Not a lot has gone right for Yahoo recently. In a July 6th article, we discussed how Yahoo was touting nearly 3,000 patents in an auction estimated to bring in over $1 billion to the company that has yet to turn itself around in this competitive market. It appears, after a report from TurboPatent, more bad news is on the horizon for Yahoo.
Monday July 11, 2016, TurboPatent published a report that claimed 44% of the thousand plus patents Yahoo sold have “high severity” issues and nearly all of them, including pending patents, have issues that could lead them to be invalidated. This, unfortunately, could make it very difficult for Yahoo to bring in the $1 billion they were estimating.
James Billmaier, CEO of TurboPatent, explained over the course of several days, TurboPatent deployed its machine learning and artificial intelligence technology to assess similarities between Yahoo’s portfolio and other patents to determine how vulnerable the Yahoo patents would be to invalidity challenges. Yahoo’s portfolio consists of 1,757 patents and 896 patent applications.
“[Our] analysis found Yahoo!’s Excalibur patent portfolio contains a much higher percentage of potentially worthless patents than the average patent portfolio,” TurboPatent said in a statement.

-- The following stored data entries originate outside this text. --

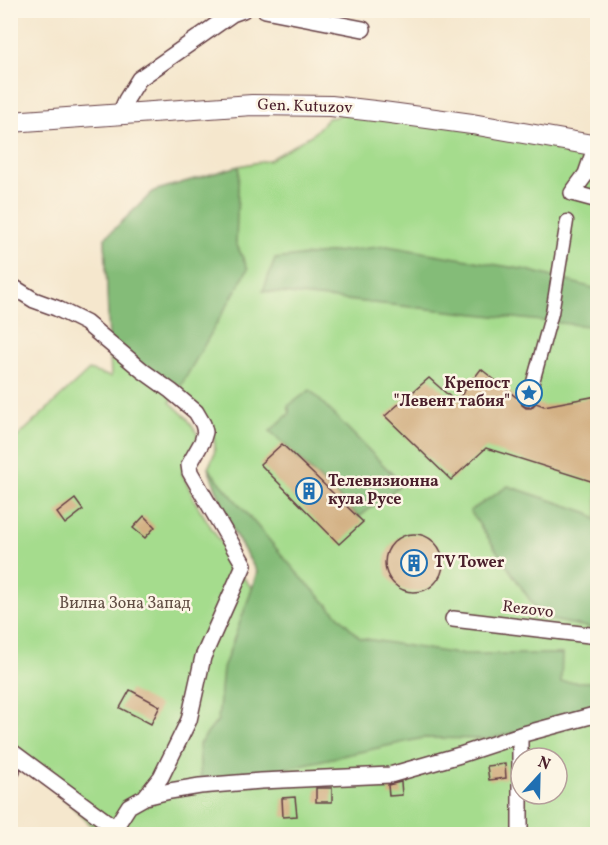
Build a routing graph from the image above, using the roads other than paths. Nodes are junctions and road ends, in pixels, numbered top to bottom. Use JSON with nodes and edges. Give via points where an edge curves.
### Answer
{"nodes":[{"id":1,"x":243,"y":10,"type":"edge"},
{"id":2,"x":265,"y":10,"type":"edge"},
{"id":3,"x":363,"y":29,"type":"dead end"},
{"id":4,"x":120,"y":114,"type":"junction"},
{"id":5,"x":10,"y":122,"type":"edge"},
{"id":6,"x":597,"y":146,"type":"edge"},
{"id":7,"x":597,"y":200,"type":"edge"},
{"id":8,"x":567,"y":220,"type":"dead end"},
{"id":9,"x":10,"y":285,"type":"edge"},
{"id":10,"x":528,"y":400,"type":"dead end"},
{"id":11,"x":453,"y":619,"type":"dead end"},
{"id":12,"x":597,"y":636,"type":"edge"},
{"id":13,"x":597,"y":714,"type":"edge"},
{"id":14,"x":520,"y":735,"type":"junction"},
{"id":15,"x":11,"y":751,"type":"edge"},
{"id":16,"x":10,"y":773,"type":"edge"},
{"id":17,"x":145,"y":797,"type":"junction"},
{"id":18,"x":114,"y":831,"type":"edge"},
{"id":19,"x":520,"y":834,"type":"edge"}],
"edges":[{"from":1,"to":4,"type":"street","via":[[139,80]]},
{"from":2,"to":3,"type":"street"},
{"from":4,"to":5,"type":"street","name":"Gen. Kutuzov"},
{"from":4,"to":6,"type":"street","name":"Gen. Kutuzov","via":[[252,105],[331,106],[471,124]]},
{"from":6,"to":7,"type":"street","via":[[586,174],[572,193]]},
{"from":8,"to":10,"type":"street","via":[[552,313]]},
{"from":9,"to":17,"type":"street","via":[[33,300],[86,323],[196,412],[205,432],[189,465],[190,472],[244,565],[203,657],[189,720],[161,777]]},
{"from":11,"to":12,"type":"street","name":"Rezovo"},
{"from":13,"to":14,"type":"street"},
{"from":14,"to":17,"type":"street","via":[[390,775],[200,786]]},
{"from":14,"to":19,"type":"street"},
{"from":15,"to":16,"type":"street"},
{"from":15,"to":18,"type":"street"},
{"from":17,"to":18,"type":"street","via":[[129,806]]}]}
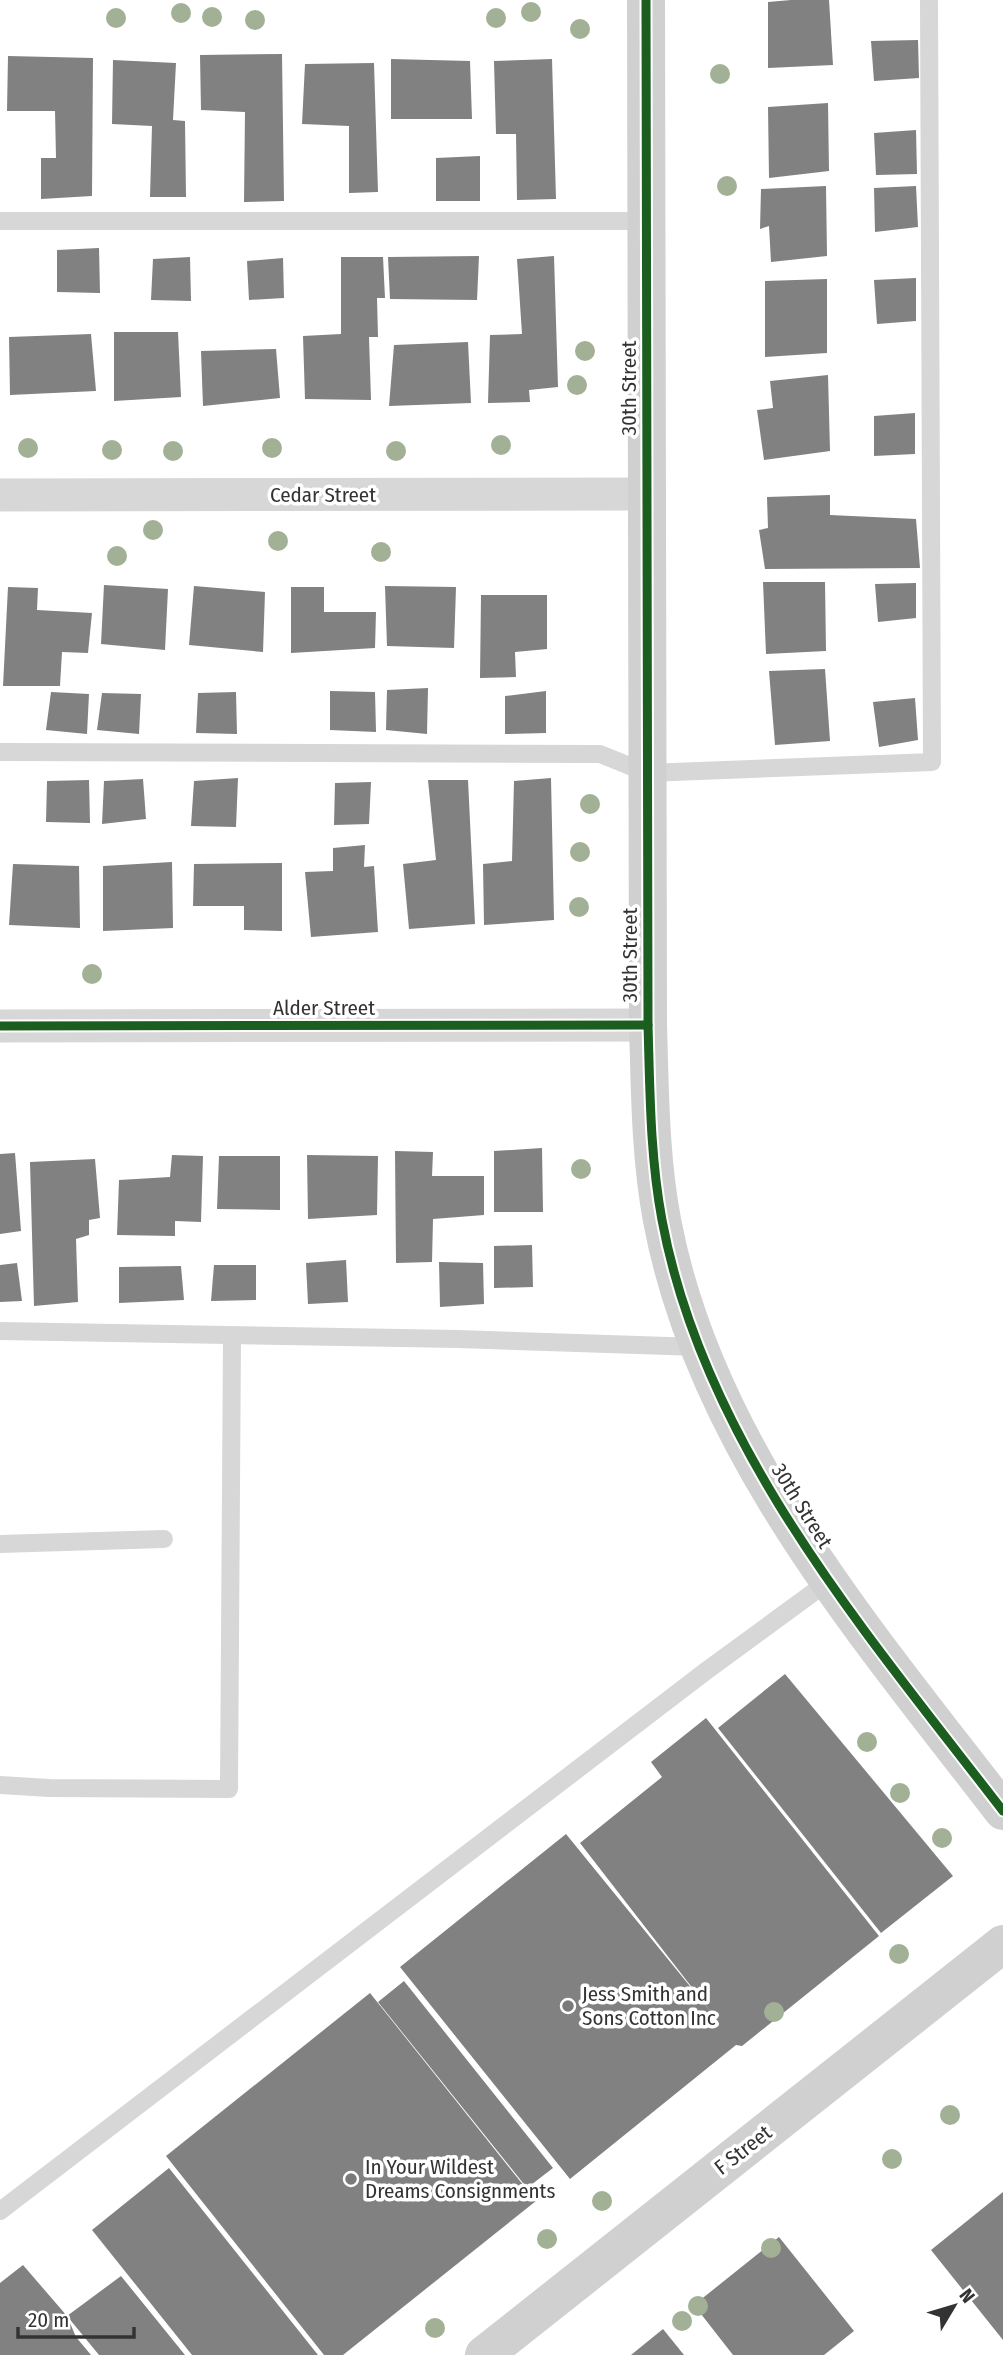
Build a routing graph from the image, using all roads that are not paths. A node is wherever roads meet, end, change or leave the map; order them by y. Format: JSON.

Besides the 44% of patents thought to have “high severity” vulnerabilities meaning a 90% chance a patent would not survive a challenge, the report also found another 53% had “low” or “moderate” vulnerabilities. Low meaning, 10-20% likelihood the patent would not survive a challenge and moderate meaning a 50% chance of not surviving.
The report also mentions the names of companies that have frequently cited Yahoo’s patents, Google and Microsoft being two of them.
However things turn out for Yahoo, it would be best, if buying any of these patents, to go in with a buyer beware mentality given the above information.